Yes. I don't -- so right now, we're in the throes of looking at the lower bound of -- we've sent some correspondence in to the agency to see if we can get down to, I believe, 12-year-olds. I don't think we'll be looking at anything -- any ages lower than that. Relative to -- what was your -- sorry, I'm blanking on the second part of your question. Can you ask the second part?

Boobalan Pachaiyappan

analyst
#49

Yes, yes, yes. Absolutely. So you looked at EASI score at week 4 as your primary endpoint in your Phase IIa. So do you anticipate studying the drug a little longer for your Phase IIb, say week 16.

Neal Walker

executive
#50

I have been a firm -- in the IIb, we're going to do 4 weeks. So I've been a firm believer that if you are just having lived in this space as a practicing derm, I'm kind of a firm believer that it's important in the disease that where you're treating the flare that you show something robust at 4 weeks. I'm well aware of the other companies and assets that look at 16-week endpoints. They're a little bit different when you're talking about administering a biologic, sometimes it takes a little bit longer for that to show the effect you'd like or the peak effect. But I think we're showing a nice effect and nice activity at -- thus far at 4 weeks. We do have the ability to look longer, as in every AD trial, you have to do an open-label safety study. So in that respect, we can pick up additional data that shows what that curve looks like as you treat longer, but I'm a firm believer that 4 weeks is the key in this indication.

Operator

operator
#51

I am not showing any further questions at this time.
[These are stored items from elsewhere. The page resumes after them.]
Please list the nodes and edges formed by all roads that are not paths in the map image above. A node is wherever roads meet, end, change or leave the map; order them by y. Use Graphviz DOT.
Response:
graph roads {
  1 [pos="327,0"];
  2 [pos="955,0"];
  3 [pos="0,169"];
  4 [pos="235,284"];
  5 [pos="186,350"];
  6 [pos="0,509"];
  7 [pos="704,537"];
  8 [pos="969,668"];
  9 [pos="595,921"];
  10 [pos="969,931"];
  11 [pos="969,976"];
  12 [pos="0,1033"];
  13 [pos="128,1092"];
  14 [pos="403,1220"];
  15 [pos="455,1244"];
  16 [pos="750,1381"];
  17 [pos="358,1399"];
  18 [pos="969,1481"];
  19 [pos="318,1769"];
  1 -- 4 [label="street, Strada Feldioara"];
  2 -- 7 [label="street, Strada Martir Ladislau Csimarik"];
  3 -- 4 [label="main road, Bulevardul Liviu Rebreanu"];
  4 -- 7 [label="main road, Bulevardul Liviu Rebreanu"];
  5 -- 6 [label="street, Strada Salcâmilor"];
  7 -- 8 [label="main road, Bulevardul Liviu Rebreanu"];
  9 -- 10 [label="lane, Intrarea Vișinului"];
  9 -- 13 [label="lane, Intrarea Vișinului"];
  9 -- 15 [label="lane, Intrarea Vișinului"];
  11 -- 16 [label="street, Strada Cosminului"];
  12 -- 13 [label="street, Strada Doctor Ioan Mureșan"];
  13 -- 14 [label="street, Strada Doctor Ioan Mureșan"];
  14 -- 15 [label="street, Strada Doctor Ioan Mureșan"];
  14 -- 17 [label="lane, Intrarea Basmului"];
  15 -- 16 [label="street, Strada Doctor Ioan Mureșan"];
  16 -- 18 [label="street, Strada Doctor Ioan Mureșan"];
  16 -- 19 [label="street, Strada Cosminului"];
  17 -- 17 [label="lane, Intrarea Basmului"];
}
I would now like to turn the call back over to Neal Walker for any further remarks.

Neal Walker

executive
#52

Well, I want to thank everybody for joining us here today. Really appreciate the questions. And as you can see, I think the team has been working really hard. All credit to the folks in St. Louis and Wayne for driving hard all year through some pretty challenging times during the pandemic. I think hopefully, what we've been able to convey is that we have a real platform here and that platform consists of not only our kind of tangible asset in the proprietary chemical library but also the intangible asset or maybe more tangible than we believe, which is the people. And we have a great team that is able to work through, looking at these molecules in interesting ways. And hopefully, the data you saw in IL-17 was yet another example of that. We're proud of the work that we've been able to generate thus far, and we look forward to continue to drive shareholder value over the coming years. So thanks, everybody, for attending.

Operator

operator
#53

Thank you. This concludes today's conference call. Thank you for participating. You may now disconnect.